- **TASK INSTRUCTIONS**
No pictures go into the copy. Write out every line below exactly.

(Items listed in a dataset)
········

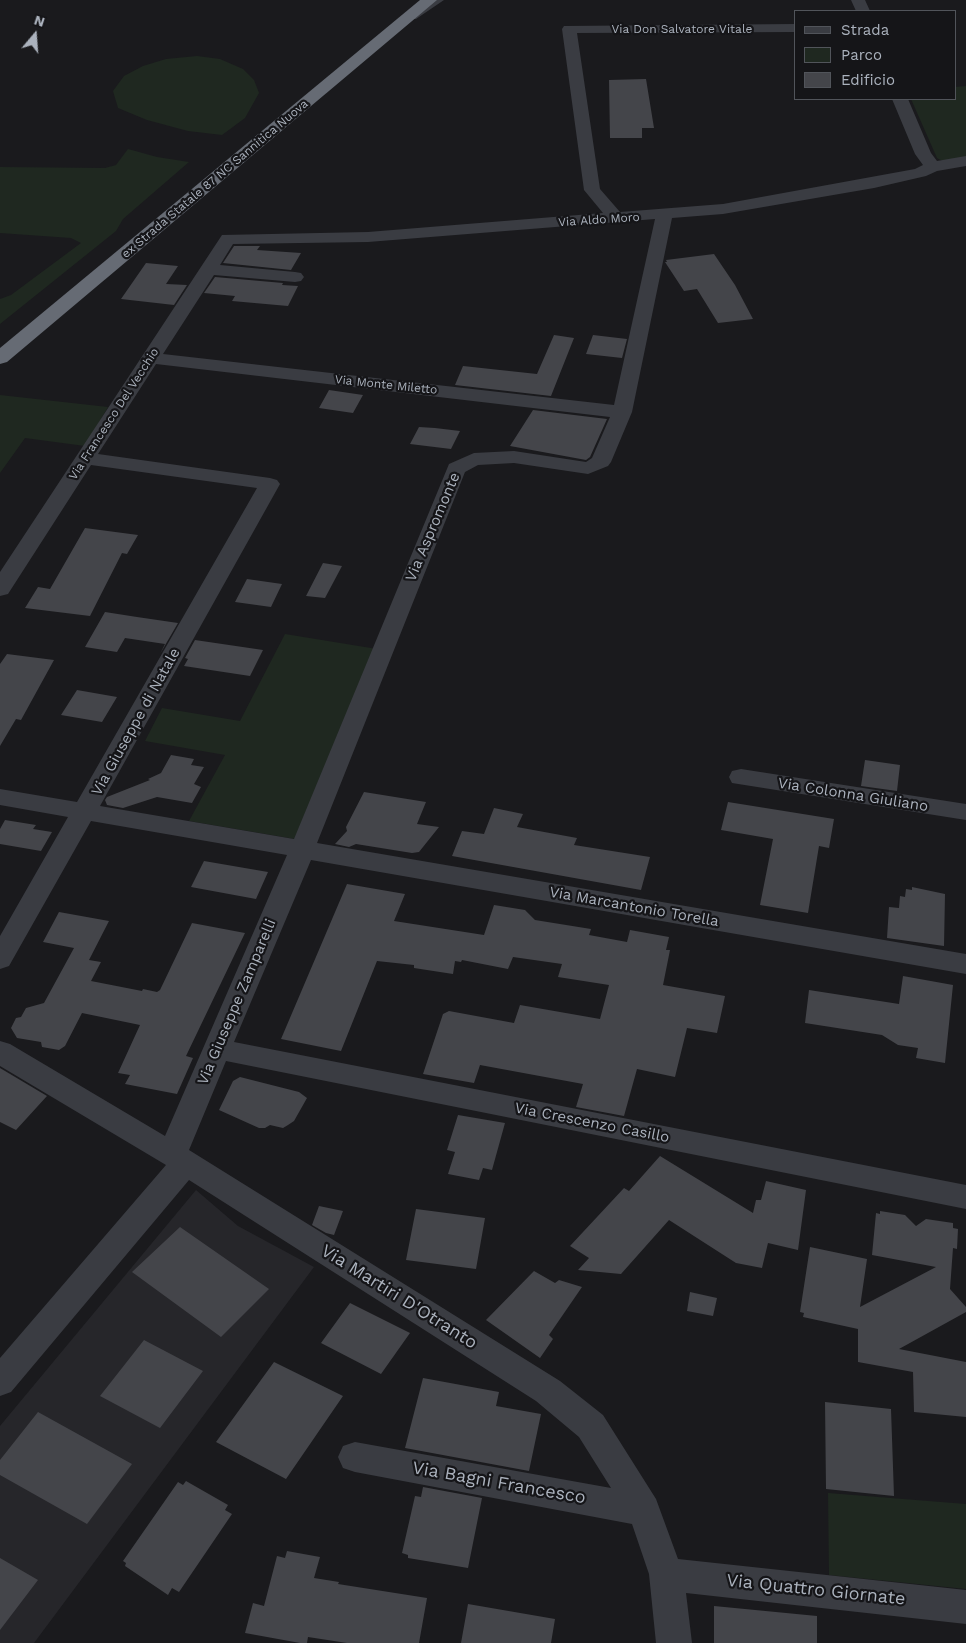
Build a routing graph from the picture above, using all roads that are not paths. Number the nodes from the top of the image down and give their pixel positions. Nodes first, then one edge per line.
1 (410, 0) edge
2 (429, 0) edge
3 (440, 0) edge
4 (794, 28) edge
5 (394, 29) junction
6 (900, 100) edge
7 (966, 161) edge
8 (933, 167) junction
9 (664, 215) junction
10 (616, 218) junction
11 (228, 239) joint
12 (208, 269) junction
13 (295, 277) dead end
14 (30, 310) dead end
15 (0, 358) edge
16 (150, 358) junction
17 (622, 412) junction
18 (85, 458) junction
19 (0, 589) edge
20 (741, 777) dead end
21 (0, 797) edge
22 (85, 812) junction
23 (966, 812) edge
24 (302, 850) junction
25 (0, 958) edge
26 (966, 964) edge
27 (217, 1049) junction
28 (0, 1052) edge
29 (179, 1159) junction
30 (966, 1197) edge
31 (0, 1382) edge
32 (355, 1457) dead end
33 (644, 1510) junction
34 (666, 1574) junction
35 (966, 1607) edge
36 (674, 1643) edge

1 - 14 highway, ex Strada Statale 87 NC Sannitica Nuova
2 - 5 highway, ex Strada Statale 87 NC Sannitica Nuova
3 - 5 lane
4 - 10 street, Via Don Salvatore Vitale
5 - 15 highway, ex Strada Statale 87 NC Sannitica Nuova
6 - 8 street
7 - 8 street, Via Aldo Moro
8 - 9 street, Via Aldo Moro
9 - 10 street, Via Aldo Moro
9 - 17 street, Via Aspromonte
10 - 11 street, Via Aldo Moro
11 - 12 street, Via Francesco Del Vecchio
12 - 13 street
12 - 16 street, Via Francesco Del Vecchio
16 - 17 street, Via Monte Miletto
16 - 18 street, Via Francesco Del Vecchio
17 - 24 street, Via Aspromonte
18 - 19 street, Via Francesco Del Vecchio
18 - 22 street, Via Giuseppe di Natale
20 - 23 street, Via Colonna Giuliano
21 - 22 street
22 - 24 street
22 - 25 street, Via Giuseppe di Natale
24 - 26 street, Via Marcantonio Torella
24 - 27 street, Via Giuseppe Zamparelli
27 - 29 street, Via Giuseppe Zamparelli
27 - 30 street, Via Crescenzo Casillo
28 - 29 street, Via Martiri D'Otranto
29 - 31 street, Via Giuseppe Zamparelli
29 - 33 street, Via Martiri D'Otranto
32 - 33 street, Via Bagni Francesco
33 - 34 street, Via Martiri D'Otranto
34 - 35 street, Via Quattro Giornate
34 - 36 street, Via Martiri D'Otranto

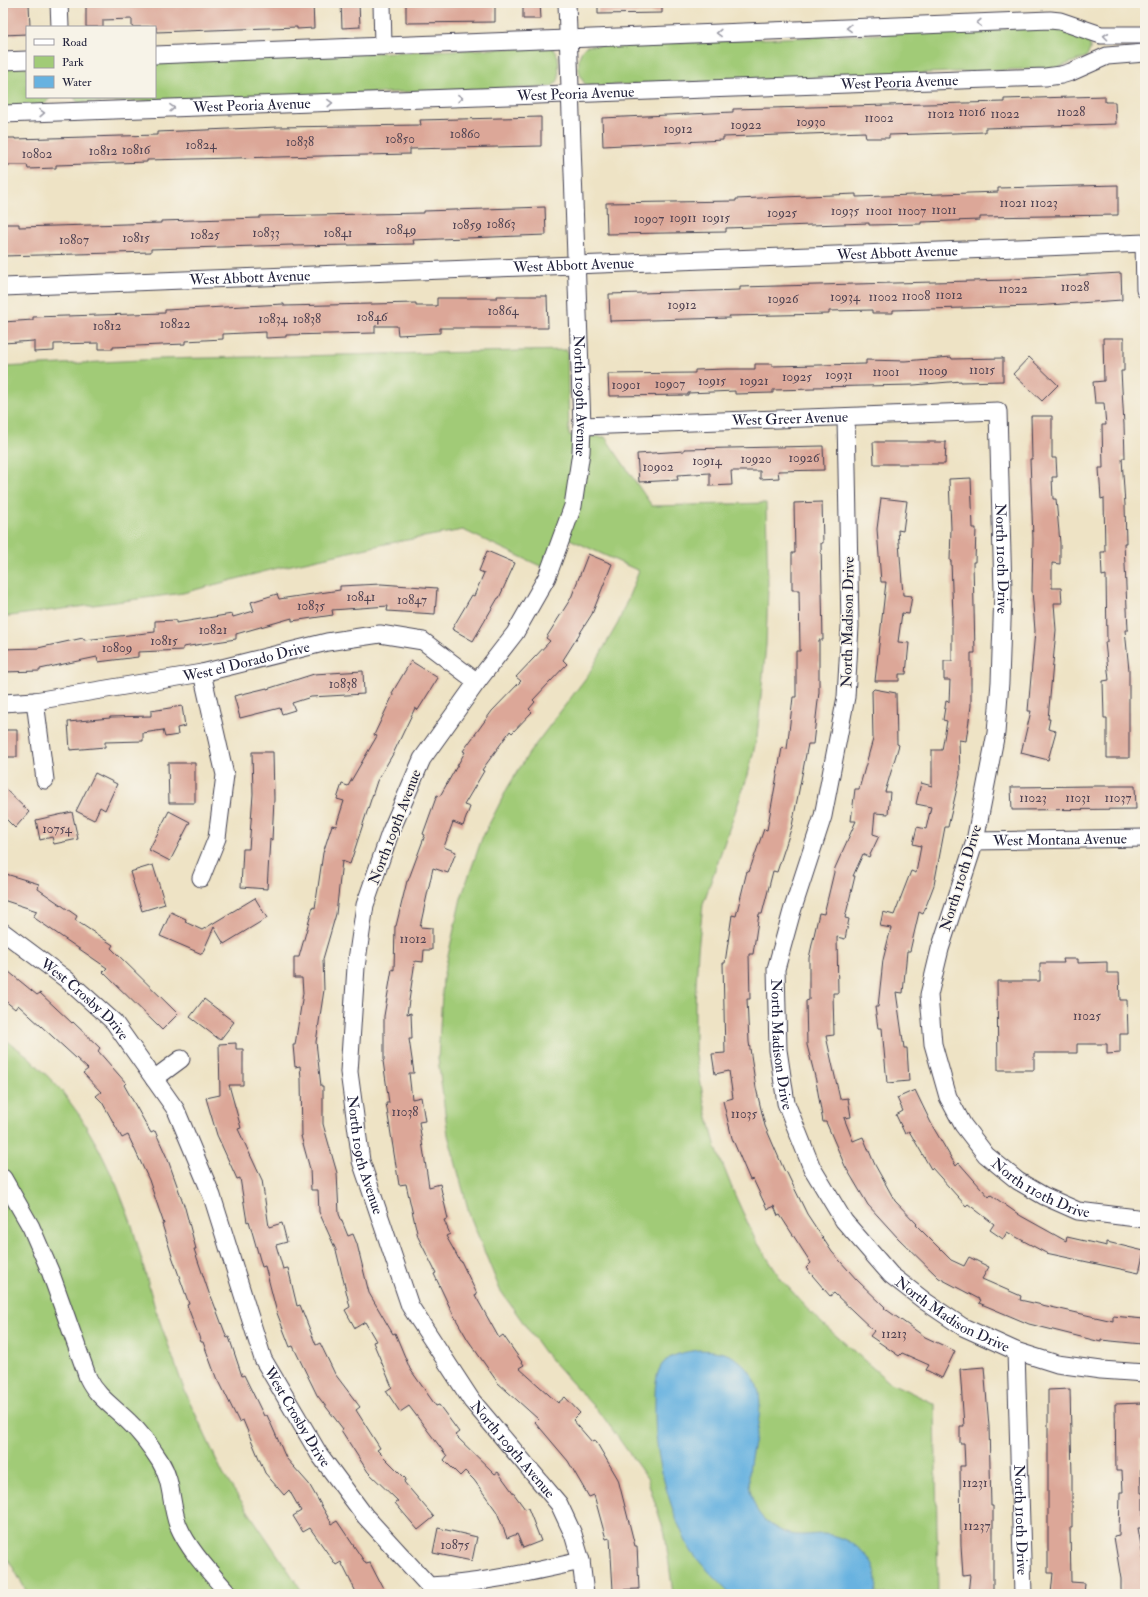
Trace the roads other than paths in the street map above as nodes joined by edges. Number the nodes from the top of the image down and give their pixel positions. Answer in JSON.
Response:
{"nodes":[{"id":1,"x":59,"y":3,"type":"edge"},
{"id":2,"x":382,"y":3,"type":"edge"},
{"id":3,"x":567,"y":3,"type":"edge"},
{"id":4,"x":60,"y":26,"type":"edge"},
{"id":5,"x":1145,"y":35,"type":"edge"},
{"id":6,"x":567,"y":39,"type":"junction"},
{"id":7,"x":383,"y":46,"type":"junction"},
{"id":8,"x":1145,"y":53,"type":"edge"},
{"id":9,"x":156,"y":55,"type":"edge"},
{"id":10,"x":26,"y":60,"type":"edge"},
{"id":11,"x":3,"y":61,"type":"edge"},
{"id":12,"x":570,"y":94,"type":"junction"},
{"id":13,"x":62,"y":105,"type":"edge"},
{"id":14,"x":3,"y":114,"type":"edge"},
{"id":15,"x":1145,"y":243,"type":"edge"},
{"id":16,"x":577,"y":265,"type":"junction"},
{"id":17,"x":3,"y":287,"type":"edge"},
{"id":18,"x":1145,"y":290,"type":"edge"},
{"id":19,"x":998,"y":412,"type":"joint"},
{"id":20,"x":846,"y":417,"type":"junction"},
{"id":21,"x":582,"y":426,"type":"junction"},
{"id":22,"x":202,"y":673,"type":"junction"},
{"id":23,"x":477,"y":682,"type":"junction"},
{"id":24,"x":35,"y":701,"type":"junction"},
{"id":25,"x":3,"y":703,"type":"edge"},
{"id":26,"x":45,"y":780,"type":"dead end"},
{"id":27,"x":1145,"y":838,"type":"edge"},
{"id":28,"x":975,"y":841,"type":"junction"},
{"id":29,"x":201,"y":878,"type":"dead end"},
{"id":30,"x":3,"y":932,"type":"edge"},
{"id":31,"x":181,"y":1059,"type":"dead end"},
{"id":32,"x":154,"y":1079,"type":"junction"},
{"id":33,"x":3,"y":1178,"type":"edge"},
{"id":34,"x":1145,"y":1219,"type":"edge"},
{"id":35,"x":1016,"y":1351,"type":"junction"},
{"id":36,"x":1145,"y":1373,"type":"edge"},
{"id":37,"x":580,"y":1561,"type":"junction"},
{"id":38,"x":229,"y":1594,"type":"edge"},
{"id":39,"x":585,"y":1594,"type":"edge"},
{"id":40,"x":1023,"y":1594,"type":"edge"}],
"edges":[{"from":1,"to":4,"type":"street"},
{"from":2,"to":7,"type":"street"},
{"from":3,"to":6,"type":"street","name":"North 109th Avenue"},
{"from":5,"to":6,"type":"street","one_way":true},
{"from":6,"to":7,"type":"street"},
{"from":6,"to":12,"type":"street","name":"North 109th Avenue"},
{"from":7,"to":9,"type":"street"},
{"from":8,"to":12,"type":"street","name":"West Peoria Avenue"},
{"from":10,"to":11,"type":"street"},
{"from":13,"to":12,"type":"street","name":"West Peoria Avenue","one_way":true},
{"from":12,"to":16,"type":"street","name":"North 109th Avenue"},
{"from":14,"to":13,"type":"street","name":"West Peoria Avenue","one_way":true},
{"from":15,"to":16,"type":"street","name":"West Abbott Avenue"},
{"from":15,"to":18,"type":"street"},
{"from":16,"to":17,"type":"street","name":"West Abbott Avenue"},
{"from":16,"to":21,"type":"street","name":"North 109th Avenue"},
{"from":19,"to":20,"type":"street","name":"West Greer Avenue"},
{"from":19,"to":28,"type":"street","name":"North 110th Drive"},
{"from":20,"to":21,"type":"street","name":"West Greer Avenue"},
{"from":20,"to":35,"type":"street","name":"North Madison Drive"},
{"from":21,"to":23,"type":"street","name":"North 109th Avenue"},
{"from":22,"to":23,"type":"street","name":"West el Dorado Drive"},
{"from":22,"to":24,"type":"street","name":"West el Dorado Drive"},
{"from":22,"to":29,"type":"street"},
{"from":23,"to":37,"type":"street","name":"North 109th Avenue"},
{"from":24,"to":25,"type":"street","name":"West el Dorado Drive"},
{"from":24,"to":26,"type":"street"},
{"from":27,"to":28,"type":"street","name":"West Montana Avenue"},
{"from":28,"to":34,"type":"street","name":"North 110th Drive"},
{"from":30,"to":32,"type":"street","name":"West Crosby Drive"},
{"from":31,"to":32,"type":"street"},
{"from":32,"to":37,"type":"street","name":"West Crosby Drive"},
{"from":33,"to":38,"type":"street"},
{"from":35,"to":36,"type":"street","name":"North Madison Drive"},
{"from":35,"to":40,"type":"street","name":"North 110th Drive"},
{"from":37,"to":39,"type":"street","name":"North 109th Avenue"}]}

········

- **WORKED SOLUTION**
Build a routing graph from the picture above, using all roads that are not paths. Number the nodes from the top of the image down and give their pixel positions. Nodes first, then one edge per line.
1 (410, 0) edge
2 (429, 0) edge
3 (440, 0) edge
4 (794, 28) edge
5 (394, 29) junction
6 (900, 100) edge
7 (966, 161) edge
8 (933, 167) junction
9 (664, 215) junction
10 (616, 218) junction
11 (228, 239) joint
12 (208, 269) junction
13 (295, 277) dead end
14 (30, 310) dead end
15 (0, 358) edge
16 (150, 358) junction
17 (622, 412) junction
18 (85, 458) junction
19 (0, 589) edge
20 (741, 777) dead end
21 (0, 797) edge
22 (85, 812) junction
23 (966, 812) edge
24 (302, 850) junction
25 (0, 958) edge
26 (966, 964) edge
27 (217, 1049) junction
28 (0, 1052) edge
29 (179, 1159) junction
30 (966, 1197) edge
31 (0, 1382) edge
32 (355, 1457) dead end
33 (644, 1510) junction
34 (666, 1574) junction
35 (966, 1607) edge
36 (674, 1643) edge

1 - 14 highway, ex Strada Statale 87 NC Sannitica Nuova
2 - 5 highway, ex Strada Statale 87 NC Sannitica Nuova
3 - 5 lane
4 - 10 street, Via Don Salvatore Vitale
5 - 15 highway, ex Strada Statale 87 NC Sannitica Nuova
6 - 8 street
7 - 8 street, Via Aldo Moro
8 - 9 street, Via Aldo Moro
9 - 10 street, Via Aldo Moro
9 - 17 street, Via Aspromonte
10 - 11 street, Via Aldo Moro
11 - 12 street, Via Francesco Del Vecchio
12 - 13 street
12 - 16 street, Via Francesco Del Vecchio
16 - 17 street, Via Monte Miletto
16 - 18 street, Via Francesco Del Vecchio
17 - 24 street, Via Aspromonte
18 - 19 street, Via Francesco Del Vecchio
18 - 22 street, Via Giuseppe di Natale
20 - 23 street, Via Colonna Giuliano
21 - 22 street
22 - 24 street
22 - 25 street, Via Giuseppe di Natale
24 - 26 street, Via Marcantonio Torella
24 - 27 street, Via Giuseppe Zamparelli
27 - 29 street, Via Giuseppe Zamparelli
27 - 30 street, Via Crescenzo Casillo
28 - 29 street, Via Martiri D'Otranto
29 - 31 street, Via Giuseppe Zamparelli
29 - 33 street, Via Martiri D'Otranto
32 - 33 street, Via Bagni Francesco
33 - 34 street, Via Martiri D'Otranto
34 - 35 street, Via Quattro Giornate
34 - 36 street, Via Martiri D'Otranto

Trace the roads other than paths in the street map above as nodes joined by edges. Number the nodes from the top of the image down and give their pixel positions. Answer in JSON.
Response:
{"nodes":[{"id":1,"x":59,"y":3,"type":"edge"},
{"id":2,"x":382,"y":3,"type":"edge"},
{"id":3,"x":567,"y":3,"type":"edge"},
{"id":4,"x":60,"y":26,"type":"edge"},
{"id":5,"x":1145,"y":35,"type":"edge"},
{"id":6,"x":567,"y":39,"type":"junction"},
{"id":7,"x":383,"y":46,"type":"junction"},
{"id":8,"x":1145,"y":53,"type":"edge"},
{"id":9,"x":156,"y":55,"type":"edge"},
{"id":10,"x":26,"y":60,"type":"edge"},
{"id":11,"x":3,"y":61,"type":"edge"},
{"id":12,"x":570,"y":94,"type":"junction"},
{"id":13,"x":62,"y":105,"type":"edge"},
{"id":14,"x":3,"y":114,"type":"edge"},
{"id":15,"x":1145,"y":243,"type":"edge"},
{"id":16,"x":577,"y":265,"type":"junction"},
{"id":17,"x":3,"y":287,"type":"edge"},
{"id":18,"x":1145,"y":290,"type":"edge"},
{"id":19,"x":998,"y":412,"type":"joint"},
{"id":20,"x":846,"y":417,"type":"junction"},
{"id":21,"x":582,"y":426,"type":"junction"},
{"id":22,"x":202,"y":673,"type":"junction"},
{"id":23,"x":477,"y":682,"type":"junction"},
{"id":24,"x":35,"y":701,"type":"junction"},
{"id":25,"x":3,"y":703,"type":"edge"},
{"id":26,"x":45,"y":780,"type":"dead end"},
{"id":27,"x":1145,"y":838,"type":"edge"},
{"id":28,"x":975,"y":841,"type":"junction"},
{"id":29,"x":201,"y":878,"type":"dead end"},
{"id":30,"x":3,"y":932,"type":"edge"},
{"id":31,"x":181,"y":1059,"type":"dead end"},
{"id":32,"x":154,"y":1079,"type":"junction"},
{"id":33,"x":3,"y":1178,"type":"edge"},
{"id":34,"x":1145,"y":1219,"type":"edge"},
{"id":35,"x":1016,"y":1351,"type":"junction"},
{"id":36,"x":1145,"y":1373,"type":"edge"},
{"id":37,"x":580,"y":1561,"type":"junction"},
{"id":38,"x":229,"y":1594,"type":"edge"},
{"id":39,"x":585,"y":1594,"type":"edge"},
{"id":40,"x":1023,"y":1594,"type":"edge"}],
"edges":[{"from":1,"to":4,"type":"street"},
{"from":2,"to":7,"type":"street"},
{"from":3,"to":6,"type":"street","name":"North 109th Avenue"},
{"from":5,"to":6,"type":"street","one_way":true},
{"from":6,"to":7,"type":"street"},
{"from":6,"to":12,"type":"street","name":"North 109th Avenue"},
{"from":7,"to":9,"type":"street"},
{"from":8,"to":12,"type":"street","name":"West Peoria Avenue"},
{"from":10,"to":11,"type":"street"},
{"from":13,"to":12,"type":"street","name":"West Peoria Avenue","one_way":true},
{"from":12,"to":16,"type":"street","name":"North 109th Avenue"},
{"from":14,"to":13,"type":"street","name":"West Peoria Avenue","one_way":true},
{"from":15,"to":16,"type":"street","name":"West Abbott Avenue"},
{"from":15,"to":18,"type":"street"},
{"from":16,"to":17,"type":"street","name":"West Abbott Avenue"},
{"from":16,"to":21,"type":"street","name":"North 109th Avenue"},
{"from":19,"to":20,"type":"street","name":"West Greer Avenue"},
{"from":19,"to":28,"type":"street","name":"North 110th Drive"},
{"from":20,"to":21,"type":"street","name":"West Greer Avenue"},
{"from":20,"to":35,"type":"street","name":"North Madison Drive"},
{"from":21,"to":23,"type":"street","name":"North 109th Avenue"},
{"from":22,"to":23,"type":"street","name":"West el Dorado Drive"},
{"from":22,"to":24,"type":"street","name":"West el Dorado Drive"},
{"from":22,"to":29,"type":"street"},
{"from":23,"to":37,"type":"street","name":"North 109th Avenue"},
{"from":24,"to":25,"type":"street","name":"West el Dorado Drive"},
{"from":24,"to":26,"type":"street"},
{"from":27,"to":28,"type":"street","name":"West Montana Avenue"},
{"from":28,"to":34,"type":"street","name":"North 110th Drive"},
{"from":30,"to":32,"type":"street","name":"West Crosby Drive"},
{"from":31,"to":32,"type":"street"},
{"from":32,"to":37,"type":"street","name":"West Crosby Drive"},
{"from":33,"to":38,"type":"street"},
{"from":35,"to":36,"type":"street","name":"North Madison Drive"},
{"from":35,"to":40,"type":"street","name":"North 110th Drive"},
{"from":37,"to":39,"type":"street","name":"North 109th Avenue"}]}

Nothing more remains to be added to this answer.